Location, plant material, and experimental design

The study was conducted at the experimental fields of Gyeongsanbuk-do Agricultural Research & Extension Services. Three rice flour varieties, ‘Seolgaeng’, ‘Hangaru’, and ‘Milyang 317’, grown for 20 days in nursery beds, were transplanted on May 20, May 30, June 10, and June 20, respectively. The planting distance was 30 × 15 cm, and the amount of the fertilizer applied was N-P2O5-K2O = 9-4.5-5.7 kg/10a; fertilizer split application was performed at the basal-tillering stage-panicle initiation = 50-25-25 ratio (Kim et al., 2016). The rice grains were ground in a mixture grinder and stored properly at room temperature prior to their use in the actual experiment.

Starch isolation

Starch extraction from rice flour was conducted by the alkaline steeping method (Yamamoto & Shirakawa, 1999).

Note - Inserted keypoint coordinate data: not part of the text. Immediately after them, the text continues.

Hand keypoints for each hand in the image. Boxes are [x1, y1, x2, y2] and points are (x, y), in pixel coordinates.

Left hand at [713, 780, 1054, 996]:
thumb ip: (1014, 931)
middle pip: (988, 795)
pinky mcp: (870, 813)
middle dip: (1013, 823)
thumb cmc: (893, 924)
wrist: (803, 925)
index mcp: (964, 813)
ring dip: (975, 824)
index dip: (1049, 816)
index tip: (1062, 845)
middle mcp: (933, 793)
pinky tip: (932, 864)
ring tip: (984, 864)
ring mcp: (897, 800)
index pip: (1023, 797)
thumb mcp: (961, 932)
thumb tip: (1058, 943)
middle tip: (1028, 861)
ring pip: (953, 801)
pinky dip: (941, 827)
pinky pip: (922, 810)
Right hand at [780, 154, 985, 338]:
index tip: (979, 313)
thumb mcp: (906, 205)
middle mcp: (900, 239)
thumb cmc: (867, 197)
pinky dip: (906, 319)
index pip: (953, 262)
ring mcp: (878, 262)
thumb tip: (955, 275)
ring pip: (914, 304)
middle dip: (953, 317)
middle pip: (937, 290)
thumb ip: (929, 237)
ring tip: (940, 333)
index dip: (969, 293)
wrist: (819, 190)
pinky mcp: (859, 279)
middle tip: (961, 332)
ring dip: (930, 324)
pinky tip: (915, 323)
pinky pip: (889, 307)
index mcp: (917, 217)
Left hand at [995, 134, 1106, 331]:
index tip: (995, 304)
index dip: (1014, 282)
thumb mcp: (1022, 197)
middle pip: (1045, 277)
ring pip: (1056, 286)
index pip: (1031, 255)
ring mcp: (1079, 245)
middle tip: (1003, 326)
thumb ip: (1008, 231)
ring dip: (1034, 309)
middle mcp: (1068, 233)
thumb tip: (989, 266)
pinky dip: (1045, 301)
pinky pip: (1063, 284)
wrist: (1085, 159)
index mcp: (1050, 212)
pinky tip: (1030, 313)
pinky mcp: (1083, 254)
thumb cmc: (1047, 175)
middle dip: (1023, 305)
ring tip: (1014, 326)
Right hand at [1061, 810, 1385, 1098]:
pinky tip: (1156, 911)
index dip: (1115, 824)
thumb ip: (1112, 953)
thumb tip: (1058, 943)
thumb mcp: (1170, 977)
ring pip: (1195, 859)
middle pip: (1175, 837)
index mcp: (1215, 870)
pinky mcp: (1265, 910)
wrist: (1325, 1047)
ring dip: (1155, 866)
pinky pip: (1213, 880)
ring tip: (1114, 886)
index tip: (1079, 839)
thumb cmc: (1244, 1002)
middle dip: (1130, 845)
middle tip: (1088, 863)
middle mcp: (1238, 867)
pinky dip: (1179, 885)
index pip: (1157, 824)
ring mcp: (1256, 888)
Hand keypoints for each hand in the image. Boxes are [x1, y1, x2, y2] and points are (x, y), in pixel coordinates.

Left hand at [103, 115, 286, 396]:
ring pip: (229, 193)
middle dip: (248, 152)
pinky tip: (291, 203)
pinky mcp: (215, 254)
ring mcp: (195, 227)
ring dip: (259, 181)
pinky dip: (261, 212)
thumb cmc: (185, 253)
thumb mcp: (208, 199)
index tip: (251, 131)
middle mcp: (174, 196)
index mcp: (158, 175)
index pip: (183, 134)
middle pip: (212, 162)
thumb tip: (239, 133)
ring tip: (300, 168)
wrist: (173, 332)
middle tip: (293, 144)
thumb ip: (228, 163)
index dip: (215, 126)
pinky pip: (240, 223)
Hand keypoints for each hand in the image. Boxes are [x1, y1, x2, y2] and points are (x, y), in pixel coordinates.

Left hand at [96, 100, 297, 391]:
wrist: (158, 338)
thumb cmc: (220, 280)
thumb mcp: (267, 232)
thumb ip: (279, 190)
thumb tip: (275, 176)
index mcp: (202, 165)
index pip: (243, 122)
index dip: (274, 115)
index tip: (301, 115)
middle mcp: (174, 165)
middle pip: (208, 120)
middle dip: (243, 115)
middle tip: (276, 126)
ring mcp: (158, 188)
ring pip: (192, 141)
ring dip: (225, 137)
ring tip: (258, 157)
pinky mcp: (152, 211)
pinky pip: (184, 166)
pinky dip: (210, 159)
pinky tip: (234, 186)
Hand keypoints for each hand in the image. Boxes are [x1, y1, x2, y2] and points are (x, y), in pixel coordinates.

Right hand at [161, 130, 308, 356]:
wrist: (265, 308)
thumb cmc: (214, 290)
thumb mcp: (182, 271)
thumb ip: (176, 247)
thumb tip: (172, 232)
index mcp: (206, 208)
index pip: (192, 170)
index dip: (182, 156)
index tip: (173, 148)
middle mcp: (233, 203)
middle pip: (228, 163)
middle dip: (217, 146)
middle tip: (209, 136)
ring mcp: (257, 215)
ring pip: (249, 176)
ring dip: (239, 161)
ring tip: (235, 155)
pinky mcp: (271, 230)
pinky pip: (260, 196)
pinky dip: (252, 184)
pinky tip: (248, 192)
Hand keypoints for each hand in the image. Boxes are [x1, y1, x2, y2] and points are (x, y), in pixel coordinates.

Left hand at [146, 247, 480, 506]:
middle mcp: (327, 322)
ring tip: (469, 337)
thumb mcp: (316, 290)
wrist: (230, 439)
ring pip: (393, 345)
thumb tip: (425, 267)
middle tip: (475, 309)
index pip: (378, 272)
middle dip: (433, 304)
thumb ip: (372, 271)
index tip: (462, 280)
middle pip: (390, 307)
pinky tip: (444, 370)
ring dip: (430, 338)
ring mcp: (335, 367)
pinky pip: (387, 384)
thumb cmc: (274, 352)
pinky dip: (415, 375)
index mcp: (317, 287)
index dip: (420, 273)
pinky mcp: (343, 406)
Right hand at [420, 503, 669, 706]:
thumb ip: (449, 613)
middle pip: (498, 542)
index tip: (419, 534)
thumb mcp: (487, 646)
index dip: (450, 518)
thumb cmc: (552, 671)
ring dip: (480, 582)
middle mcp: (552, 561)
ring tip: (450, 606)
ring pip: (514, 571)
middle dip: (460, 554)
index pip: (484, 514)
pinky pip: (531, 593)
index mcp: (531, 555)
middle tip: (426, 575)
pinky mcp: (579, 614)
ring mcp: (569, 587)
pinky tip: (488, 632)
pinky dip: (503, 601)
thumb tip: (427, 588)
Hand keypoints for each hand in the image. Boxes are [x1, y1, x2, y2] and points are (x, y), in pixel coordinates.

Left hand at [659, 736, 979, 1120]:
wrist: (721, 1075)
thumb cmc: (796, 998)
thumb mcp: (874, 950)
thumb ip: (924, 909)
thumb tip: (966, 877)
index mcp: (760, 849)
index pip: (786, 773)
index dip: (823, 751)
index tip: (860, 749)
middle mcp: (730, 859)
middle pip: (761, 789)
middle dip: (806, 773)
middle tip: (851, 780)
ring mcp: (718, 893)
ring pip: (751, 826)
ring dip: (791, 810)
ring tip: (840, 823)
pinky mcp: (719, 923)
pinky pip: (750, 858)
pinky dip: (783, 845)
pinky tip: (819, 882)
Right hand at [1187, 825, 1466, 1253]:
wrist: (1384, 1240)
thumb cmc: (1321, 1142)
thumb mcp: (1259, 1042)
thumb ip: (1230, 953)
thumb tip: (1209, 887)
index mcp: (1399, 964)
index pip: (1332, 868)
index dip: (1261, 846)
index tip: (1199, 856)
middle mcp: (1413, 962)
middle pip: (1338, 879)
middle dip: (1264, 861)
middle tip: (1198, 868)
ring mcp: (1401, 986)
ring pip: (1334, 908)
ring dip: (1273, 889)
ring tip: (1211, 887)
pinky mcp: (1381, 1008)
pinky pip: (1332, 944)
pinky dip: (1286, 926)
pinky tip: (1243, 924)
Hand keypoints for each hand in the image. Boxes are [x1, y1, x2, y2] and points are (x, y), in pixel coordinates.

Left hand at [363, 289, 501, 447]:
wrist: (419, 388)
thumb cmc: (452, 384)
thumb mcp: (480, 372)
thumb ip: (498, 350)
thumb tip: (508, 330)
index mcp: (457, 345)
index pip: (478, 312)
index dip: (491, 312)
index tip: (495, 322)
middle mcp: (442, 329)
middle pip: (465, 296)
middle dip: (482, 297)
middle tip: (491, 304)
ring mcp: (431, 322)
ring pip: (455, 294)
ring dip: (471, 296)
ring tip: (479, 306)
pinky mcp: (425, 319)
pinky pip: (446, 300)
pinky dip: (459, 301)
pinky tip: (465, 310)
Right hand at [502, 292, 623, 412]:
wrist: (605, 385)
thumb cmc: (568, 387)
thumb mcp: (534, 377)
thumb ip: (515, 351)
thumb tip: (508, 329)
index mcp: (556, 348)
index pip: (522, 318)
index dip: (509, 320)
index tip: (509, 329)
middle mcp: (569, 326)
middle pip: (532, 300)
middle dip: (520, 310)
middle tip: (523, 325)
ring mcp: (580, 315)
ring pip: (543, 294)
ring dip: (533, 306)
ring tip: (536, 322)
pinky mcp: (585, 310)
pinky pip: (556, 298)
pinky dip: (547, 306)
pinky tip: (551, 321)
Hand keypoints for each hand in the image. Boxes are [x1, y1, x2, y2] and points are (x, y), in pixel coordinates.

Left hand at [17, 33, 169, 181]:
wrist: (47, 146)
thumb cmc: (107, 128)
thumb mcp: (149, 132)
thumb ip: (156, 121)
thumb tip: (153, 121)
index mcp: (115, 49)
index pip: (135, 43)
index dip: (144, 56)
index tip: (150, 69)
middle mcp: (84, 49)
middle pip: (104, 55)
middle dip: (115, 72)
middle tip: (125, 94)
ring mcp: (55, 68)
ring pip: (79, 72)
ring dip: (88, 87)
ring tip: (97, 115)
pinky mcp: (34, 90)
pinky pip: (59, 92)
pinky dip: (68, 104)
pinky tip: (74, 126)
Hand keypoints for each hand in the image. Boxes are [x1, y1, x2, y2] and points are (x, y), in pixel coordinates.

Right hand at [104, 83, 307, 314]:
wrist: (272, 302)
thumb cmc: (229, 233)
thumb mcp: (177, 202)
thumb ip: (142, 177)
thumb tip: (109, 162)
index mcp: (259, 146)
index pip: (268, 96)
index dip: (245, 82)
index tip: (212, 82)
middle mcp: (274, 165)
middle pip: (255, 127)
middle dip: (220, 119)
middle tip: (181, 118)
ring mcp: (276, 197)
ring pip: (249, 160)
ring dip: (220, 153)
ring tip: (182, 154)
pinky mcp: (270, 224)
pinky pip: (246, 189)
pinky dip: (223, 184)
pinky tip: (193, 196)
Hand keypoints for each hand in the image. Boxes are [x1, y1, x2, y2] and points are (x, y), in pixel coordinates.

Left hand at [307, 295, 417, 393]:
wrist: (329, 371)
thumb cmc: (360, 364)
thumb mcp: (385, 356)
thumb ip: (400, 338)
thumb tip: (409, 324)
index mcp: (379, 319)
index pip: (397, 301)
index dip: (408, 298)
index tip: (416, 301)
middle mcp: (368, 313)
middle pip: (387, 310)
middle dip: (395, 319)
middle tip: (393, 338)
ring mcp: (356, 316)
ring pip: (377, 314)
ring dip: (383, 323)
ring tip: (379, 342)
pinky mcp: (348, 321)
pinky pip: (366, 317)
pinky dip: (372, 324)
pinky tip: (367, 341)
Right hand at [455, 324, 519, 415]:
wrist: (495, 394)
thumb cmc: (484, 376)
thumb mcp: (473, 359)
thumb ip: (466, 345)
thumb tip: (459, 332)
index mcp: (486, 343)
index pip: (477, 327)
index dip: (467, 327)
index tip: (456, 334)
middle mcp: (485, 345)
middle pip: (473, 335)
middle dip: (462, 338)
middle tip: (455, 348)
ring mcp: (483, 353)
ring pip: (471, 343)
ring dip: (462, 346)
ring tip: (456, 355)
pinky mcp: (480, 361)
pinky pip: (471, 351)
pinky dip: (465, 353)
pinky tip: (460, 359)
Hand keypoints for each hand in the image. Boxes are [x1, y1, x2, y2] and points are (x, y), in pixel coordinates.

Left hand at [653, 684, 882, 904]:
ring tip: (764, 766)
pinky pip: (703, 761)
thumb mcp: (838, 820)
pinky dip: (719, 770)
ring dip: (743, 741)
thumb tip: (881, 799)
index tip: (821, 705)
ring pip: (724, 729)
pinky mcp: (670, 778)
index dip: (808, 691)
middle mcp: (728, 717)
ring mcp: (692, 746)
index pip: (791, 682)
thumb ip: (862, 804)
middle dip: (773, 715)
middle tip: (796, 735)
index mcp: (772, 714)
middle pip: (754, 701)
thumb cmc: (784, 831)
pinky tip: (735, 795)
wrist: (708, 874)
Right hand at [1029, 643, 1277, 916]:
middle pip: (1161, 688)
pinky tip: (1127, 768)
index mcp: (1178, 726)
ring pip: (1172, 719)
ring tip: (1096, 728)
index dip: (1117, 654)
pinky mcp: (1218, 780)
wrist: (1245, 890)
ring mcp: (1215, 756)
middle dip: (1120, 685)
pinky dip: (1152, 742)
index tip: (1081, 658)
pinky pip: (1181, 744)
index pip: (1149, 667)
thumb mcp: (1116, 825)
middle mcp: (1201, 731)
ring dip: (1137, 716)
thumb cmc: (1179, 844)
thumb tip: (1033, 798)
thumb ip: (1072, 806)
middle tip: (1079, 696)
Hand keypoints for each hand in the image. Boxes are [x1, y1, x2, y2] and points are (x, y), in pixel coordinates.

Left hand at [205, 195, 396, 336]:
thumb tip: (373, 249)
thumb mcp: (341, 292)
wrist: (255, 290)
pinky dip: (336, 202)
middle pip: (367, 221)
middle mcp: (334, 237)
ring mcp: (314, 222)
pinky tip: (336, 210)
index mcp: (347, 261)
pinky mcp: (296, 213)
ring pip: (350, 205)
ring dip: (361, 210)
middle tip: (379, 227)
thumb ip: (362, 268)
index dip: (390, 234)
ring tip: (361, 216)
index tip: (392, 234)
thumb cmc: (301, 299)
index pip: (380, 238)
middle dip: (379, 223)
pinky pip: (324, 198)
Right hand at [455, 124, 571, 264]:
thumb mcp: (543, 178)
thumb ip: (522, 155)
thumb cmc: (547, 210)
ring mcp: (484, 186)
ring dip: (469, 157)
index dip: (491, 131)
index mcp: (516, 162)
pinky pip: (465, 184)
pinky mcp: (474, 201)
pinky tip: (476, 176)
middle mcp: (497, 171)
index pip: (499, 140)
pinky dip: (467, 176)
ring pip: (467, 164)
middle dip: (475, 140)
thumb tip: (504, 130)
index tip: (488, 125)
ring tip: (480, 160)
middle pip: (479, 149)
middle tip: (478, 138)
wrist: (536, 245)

Rice flour was steeped in 40 mL of 0.1% NaOH for 1h. Subsequent to each of above the extraction steps, the slurry was centrifuged at 1,300 x g for 10 min, and the supernatant was discarded and washed with 0.1% NaOH three times. The residue from the second NaOH extraction was neutralized with 0.1N HCl to pH 7.0, and then the residue was washed with deionized water, dehydrated, and powdered.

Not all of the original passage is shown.